┌──

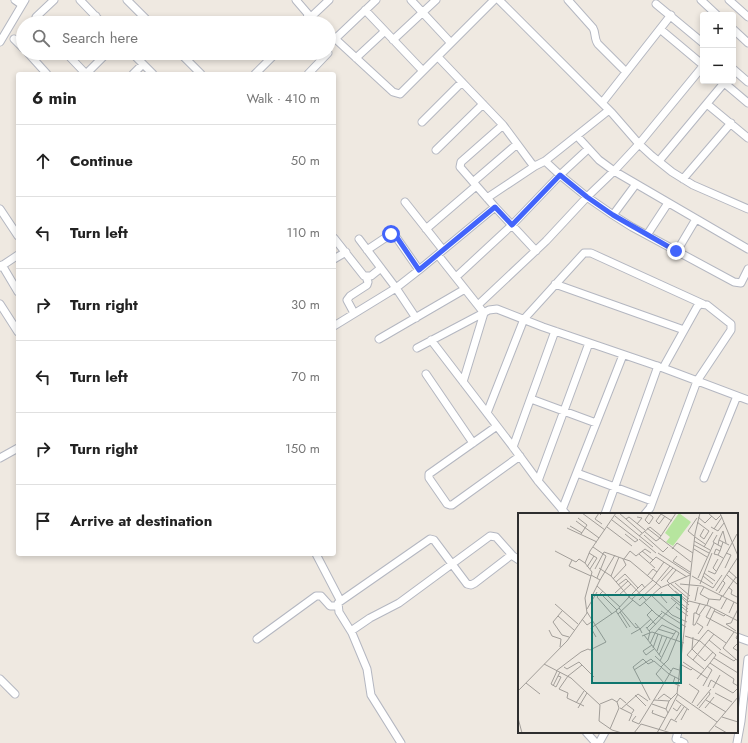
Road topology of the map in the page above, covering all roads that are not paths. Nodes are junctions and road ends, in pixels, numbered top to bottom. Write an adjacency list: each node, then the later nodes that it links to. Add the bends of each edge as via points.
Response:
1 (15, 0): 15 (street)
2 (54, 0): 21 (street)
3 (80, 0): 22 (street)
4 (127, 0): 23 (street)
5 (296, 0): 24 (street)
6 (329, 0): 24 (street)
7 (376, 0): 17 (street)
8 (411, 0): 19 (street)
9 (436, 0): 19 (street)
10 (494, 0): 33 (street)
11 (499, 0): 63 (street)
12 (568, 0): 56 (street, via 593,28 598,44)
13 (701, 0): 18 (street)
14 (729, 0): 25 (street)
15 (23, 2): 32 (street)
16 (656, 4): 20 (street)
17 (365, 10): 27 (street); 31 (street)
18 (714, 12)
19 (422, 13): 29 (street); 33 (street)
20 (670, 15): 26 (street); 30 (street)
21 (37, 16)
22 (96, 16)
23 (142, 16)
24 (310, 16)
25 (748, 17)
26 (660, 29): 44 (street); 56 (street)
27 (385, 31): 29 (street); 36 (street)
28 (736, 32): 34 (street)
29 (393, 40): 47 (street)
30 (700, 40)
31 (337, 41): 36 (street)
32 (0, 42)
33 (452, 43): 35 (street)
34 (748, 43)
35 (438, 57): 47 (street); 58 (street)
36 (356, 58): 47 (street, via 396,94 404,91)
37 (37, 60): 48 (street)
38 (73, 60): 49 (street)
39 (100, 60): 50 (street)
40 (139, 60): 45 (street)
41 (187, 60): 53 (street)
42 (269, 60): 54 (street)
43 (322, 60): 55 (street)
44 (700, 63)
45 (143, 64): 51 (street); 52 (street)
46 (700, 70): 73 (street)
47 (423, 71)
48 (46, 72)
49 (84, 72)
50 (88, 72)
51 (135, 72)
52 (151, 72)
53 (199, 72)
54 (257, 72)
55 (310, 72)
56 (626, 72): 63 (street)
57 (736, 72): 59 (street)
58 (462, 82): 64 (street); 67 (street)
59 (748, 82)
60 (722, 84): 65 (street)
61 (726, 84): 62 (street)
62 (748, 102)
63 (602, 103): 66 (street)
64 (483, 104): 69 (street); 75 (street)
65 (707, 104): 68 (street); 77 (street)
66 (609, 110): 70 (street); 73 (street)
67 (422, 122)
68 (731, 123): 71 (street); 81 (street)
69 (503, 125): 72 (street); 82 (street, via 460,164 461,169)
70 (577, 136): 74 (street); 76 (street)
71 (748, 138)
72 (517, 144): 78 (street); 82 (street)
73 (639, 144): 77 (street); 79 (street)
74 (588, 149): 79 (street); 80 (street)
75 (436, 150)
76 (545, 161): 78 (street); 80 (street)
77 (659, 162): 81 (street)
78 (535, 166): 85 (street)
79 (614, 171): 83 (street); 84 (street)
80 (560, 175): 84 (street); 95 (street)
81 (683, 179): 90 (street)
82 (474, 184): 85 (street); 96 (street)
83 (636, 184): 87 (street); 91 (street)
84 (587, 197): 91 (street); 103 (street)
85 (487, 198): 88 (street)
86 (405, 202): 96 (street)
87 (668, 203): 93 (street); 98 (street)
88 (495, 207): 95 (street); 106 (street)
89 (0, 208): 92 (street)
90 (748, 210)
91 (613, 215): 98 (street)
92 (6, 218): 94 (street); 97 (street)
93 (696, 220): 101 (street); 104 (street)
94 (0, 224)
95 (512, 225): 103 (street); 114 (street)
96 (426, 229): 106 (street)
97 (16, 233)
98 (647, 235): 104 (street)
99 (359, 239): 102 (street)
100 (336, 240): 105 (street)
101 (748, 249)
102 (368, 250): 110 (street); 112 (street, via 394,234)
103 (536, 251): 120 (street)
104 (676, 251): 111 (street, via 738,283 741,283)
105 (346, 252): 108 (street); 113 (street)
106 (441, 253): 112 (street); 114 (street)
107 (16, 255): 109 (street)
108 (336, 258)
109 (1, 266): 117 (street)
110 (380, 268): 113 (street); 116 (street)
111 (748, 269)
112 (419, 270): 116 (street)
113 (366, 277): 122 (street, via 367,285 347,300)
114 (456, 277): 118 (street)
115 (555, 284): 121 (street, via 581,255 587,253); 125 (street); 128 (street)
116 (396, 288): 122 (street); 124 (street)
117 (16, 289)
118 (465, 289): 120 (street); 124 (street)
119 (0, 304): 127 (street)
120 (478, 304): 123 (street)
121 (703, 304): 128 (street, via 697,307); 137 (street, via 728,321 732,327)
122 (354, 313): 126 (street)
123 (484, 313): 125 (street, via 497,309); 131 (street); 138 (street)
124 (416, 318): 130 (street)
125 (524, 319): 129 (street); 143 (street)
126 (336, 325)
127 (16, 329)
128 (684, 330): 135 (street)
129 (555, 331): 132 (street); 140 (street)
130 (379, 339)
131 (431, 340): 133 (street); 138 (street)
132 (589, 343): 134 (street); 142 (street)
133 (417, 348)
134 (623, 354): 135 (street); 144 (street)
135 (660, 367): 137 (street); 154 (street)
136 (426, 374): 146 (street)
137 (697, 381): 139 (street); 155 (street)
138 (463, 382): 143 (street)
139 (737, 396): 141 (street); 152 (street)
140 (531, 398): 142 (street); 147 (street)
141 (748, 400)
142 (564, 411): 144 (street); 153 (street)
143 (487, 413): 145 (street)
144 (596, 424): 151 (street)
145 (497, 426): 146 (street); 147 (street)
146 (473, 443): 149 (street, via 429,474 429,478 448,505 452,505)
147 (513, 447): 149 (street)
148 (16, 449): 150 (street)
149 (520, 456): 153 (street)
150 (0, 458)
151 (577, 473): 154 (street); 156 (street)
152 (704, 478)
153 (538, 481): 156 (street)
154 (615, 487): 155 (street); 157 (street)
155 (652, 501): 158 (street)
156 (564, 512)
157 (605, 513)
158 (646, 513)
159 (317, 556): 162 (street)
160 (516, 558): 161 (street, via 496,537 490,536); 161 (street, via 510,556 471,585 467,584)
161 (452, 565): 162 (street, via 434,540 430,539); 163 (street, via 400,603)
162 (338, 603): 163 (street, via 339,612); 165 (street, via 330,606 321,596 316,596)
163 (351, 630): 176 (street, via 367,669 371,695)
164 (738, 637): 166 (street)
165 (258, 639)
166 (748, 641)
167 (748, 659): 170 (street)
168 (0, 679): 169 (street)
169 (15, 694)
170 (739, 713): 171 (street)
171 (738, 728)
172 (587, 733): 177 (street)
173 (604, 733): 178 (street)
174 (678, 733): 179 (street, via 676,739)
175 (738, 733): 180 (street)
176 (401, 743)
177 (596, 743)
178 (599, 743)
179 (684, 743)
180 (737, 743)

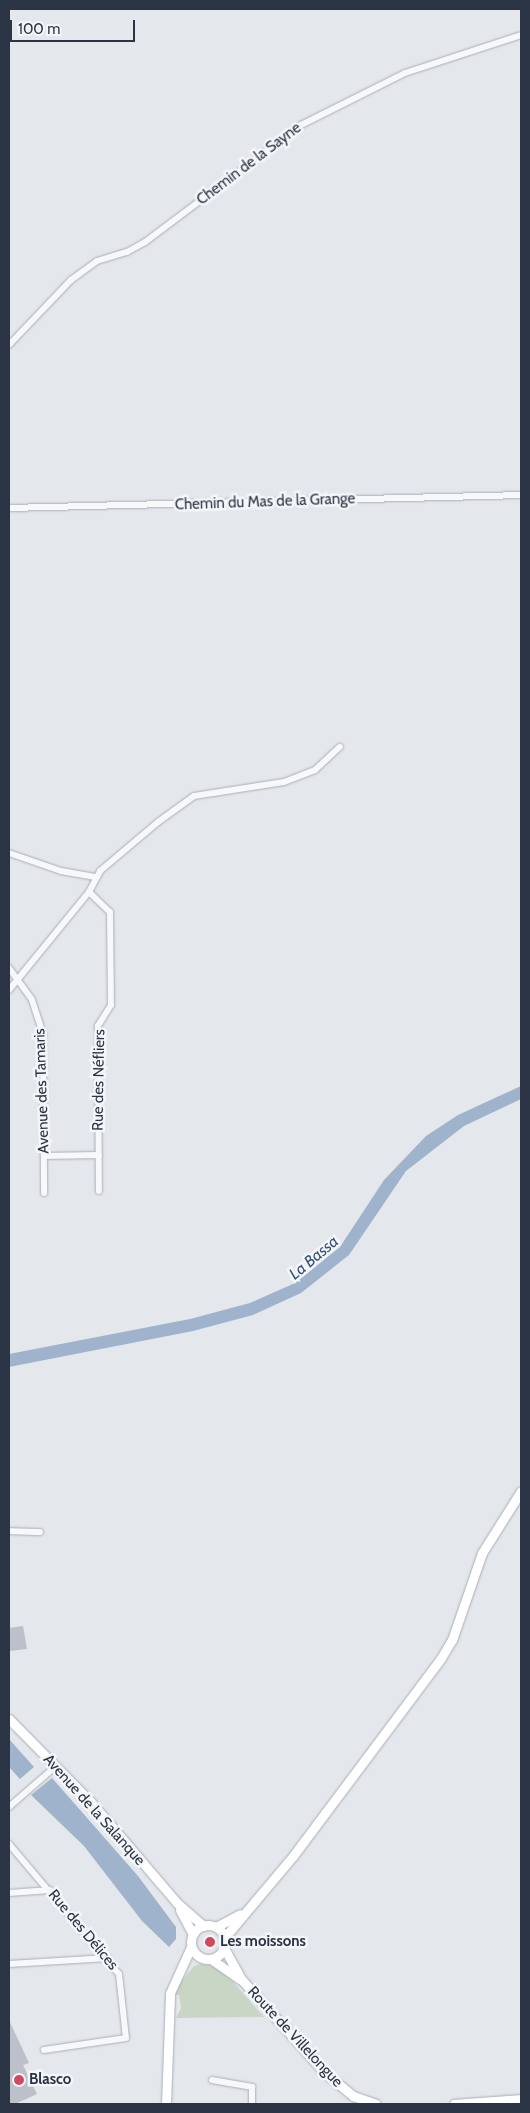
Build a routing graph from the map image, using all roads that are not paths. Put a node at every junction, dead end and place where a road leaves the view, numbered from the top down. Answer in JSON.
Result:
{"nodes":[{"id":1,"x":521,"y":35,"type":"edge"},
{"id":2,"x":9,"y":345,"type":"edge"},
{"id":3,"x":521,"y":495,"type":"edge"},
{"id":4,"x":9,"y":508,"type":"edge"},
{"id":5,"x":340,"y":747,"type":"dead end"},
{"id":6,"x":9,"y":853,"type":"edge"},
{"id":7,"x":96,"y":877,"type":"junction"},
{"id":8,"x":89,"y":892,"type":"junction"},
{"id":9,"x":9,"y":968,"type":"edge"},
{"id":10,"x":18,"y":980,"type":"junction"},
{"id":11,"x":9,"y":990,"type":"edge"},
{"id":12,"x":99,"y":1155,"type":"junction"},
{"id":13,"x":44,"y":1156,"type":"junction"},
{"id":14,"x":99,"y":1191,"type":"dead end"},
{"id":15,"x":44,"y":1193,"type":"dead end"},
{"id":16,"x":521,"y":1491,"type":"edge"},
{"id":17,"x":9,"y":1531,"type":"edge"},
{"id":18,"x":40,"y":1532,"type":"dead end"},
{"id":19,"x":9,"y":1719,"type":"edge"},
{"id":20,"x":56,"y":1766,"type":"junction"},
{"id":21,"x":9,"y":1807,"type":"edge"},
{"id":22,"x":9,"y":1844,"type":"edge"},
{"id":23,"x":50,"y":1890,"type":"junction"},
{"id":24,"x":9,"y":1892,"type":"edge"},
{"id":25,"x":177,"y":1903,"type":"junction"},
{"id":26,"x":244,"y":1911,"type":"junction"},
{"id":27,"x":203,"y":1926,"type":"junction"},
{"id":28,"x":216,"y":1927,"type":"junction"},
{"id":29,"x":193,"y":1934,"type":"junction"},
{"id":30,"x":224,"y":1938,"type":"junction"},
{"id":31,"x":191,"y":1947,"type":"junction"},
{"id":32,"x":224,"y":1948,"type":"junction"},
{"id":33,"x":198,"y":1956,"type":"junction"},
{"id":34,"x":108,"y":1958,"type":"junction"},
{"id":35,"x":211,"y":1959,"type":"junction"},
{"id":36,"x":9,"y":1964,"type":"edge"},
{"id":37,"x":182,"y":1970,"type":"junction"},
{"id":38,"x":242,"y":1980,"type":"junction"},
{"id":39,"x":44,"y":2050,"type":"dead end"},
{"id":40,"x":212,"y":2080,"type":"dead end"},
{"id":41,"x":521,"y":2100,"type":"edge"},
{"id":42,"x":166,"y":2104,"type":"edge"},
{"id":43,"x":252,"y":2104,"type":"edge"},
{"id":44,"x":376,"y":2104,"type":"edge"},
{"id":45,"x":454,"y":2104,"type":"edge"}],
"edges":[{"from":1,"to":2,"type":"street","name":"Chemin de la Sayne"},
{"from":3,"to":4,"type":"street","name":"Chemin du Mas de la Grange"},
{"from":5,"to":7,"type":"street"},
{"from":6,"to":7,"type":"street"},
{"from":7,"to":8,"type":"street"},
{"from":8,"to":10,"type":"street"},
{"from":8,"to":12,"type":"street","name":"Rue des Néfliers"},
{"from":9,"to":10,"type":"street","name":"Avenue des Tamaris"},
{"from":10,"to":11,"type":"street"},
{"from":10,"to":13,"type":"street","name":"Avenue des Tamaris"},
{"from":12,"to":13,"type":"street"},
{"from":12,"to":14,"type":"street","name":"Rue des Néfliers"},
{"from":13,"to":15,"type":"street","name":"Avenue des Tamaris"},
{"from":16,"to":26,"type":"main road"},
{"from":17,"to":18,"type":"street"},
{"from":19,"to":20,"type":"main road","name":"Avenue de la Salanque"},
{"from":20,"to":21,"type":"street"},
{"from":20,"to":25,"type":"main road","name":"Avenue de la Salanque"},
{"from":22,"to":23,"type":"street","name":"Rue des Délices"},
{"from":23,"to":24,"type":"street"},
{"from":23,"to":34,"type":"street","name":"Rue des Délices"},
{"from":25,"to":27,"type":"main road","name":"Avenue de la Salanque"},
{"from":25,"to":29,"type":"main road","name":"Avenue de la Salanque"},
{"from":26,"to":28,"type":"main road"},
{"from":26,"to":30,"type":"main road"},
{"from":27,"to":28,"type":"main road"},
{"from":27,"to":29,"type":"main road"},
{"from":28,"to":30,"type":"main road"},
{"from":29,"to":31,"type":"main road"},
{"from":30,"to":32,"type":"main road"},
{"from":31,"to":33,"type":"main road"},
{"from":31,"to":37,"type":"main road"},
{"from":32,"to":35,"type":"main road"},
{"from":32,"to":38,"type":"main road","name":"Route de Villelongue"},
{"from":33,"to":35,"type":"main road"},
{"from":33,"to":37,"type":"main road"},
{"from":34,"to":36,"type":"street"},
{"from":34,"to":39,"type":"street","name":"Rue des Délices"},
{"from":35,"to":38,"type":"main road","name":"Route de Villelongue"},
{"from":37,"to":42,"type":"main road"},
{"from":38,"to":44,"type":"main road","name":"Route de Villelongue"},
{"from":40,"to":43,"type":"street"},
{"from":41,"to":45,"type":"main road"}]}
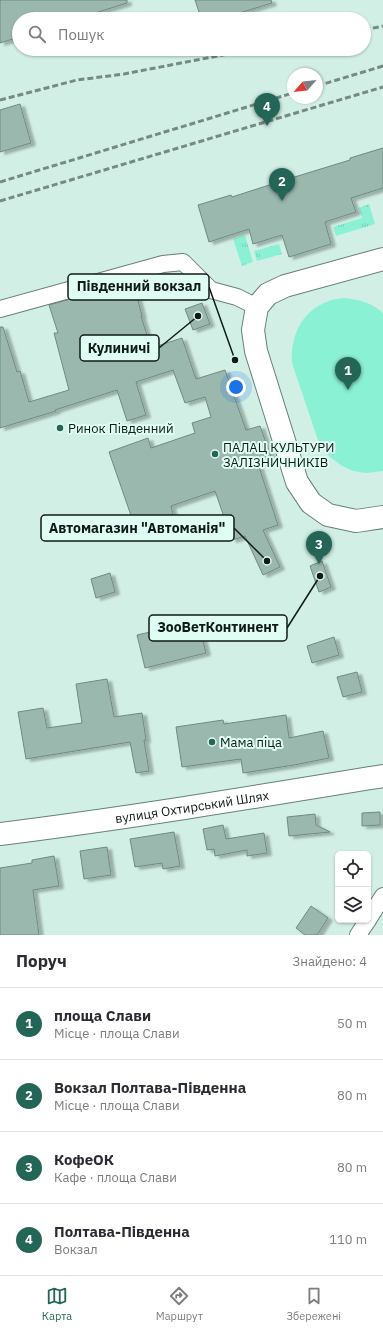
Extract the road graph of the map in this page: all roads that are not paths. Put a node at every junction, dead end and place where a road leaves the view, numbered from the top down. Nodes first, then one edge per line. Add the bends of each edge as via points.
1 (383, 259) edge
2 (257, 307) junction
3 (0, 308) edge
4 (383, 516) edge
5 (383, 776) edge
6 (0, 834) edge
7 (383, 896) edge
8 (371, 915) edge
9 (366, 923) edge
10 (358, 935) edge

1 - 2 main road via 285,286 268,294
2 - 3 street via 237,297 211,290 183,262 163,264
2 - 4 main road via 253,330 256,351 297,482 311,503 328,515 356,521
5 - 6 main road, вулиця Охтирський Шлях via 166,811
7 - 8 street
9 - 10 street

└──

■ **Your task**: Check every line above for the string "leaves", and copy the ones that have it.

■ **Response**:
Build a routing graph from the map image, using all roads that are not paths. Put a node at every junction, dead end and place where a road leaves the view, numbered from the top down. Answer in JSON.
Extract the road graph of the map in this page: all roads that are not paths. Put a node at every junction, dead end and place where a road leaves the view, numbered from the top down. Nodes first, then one edge per line. Add the bends of each edge as via points.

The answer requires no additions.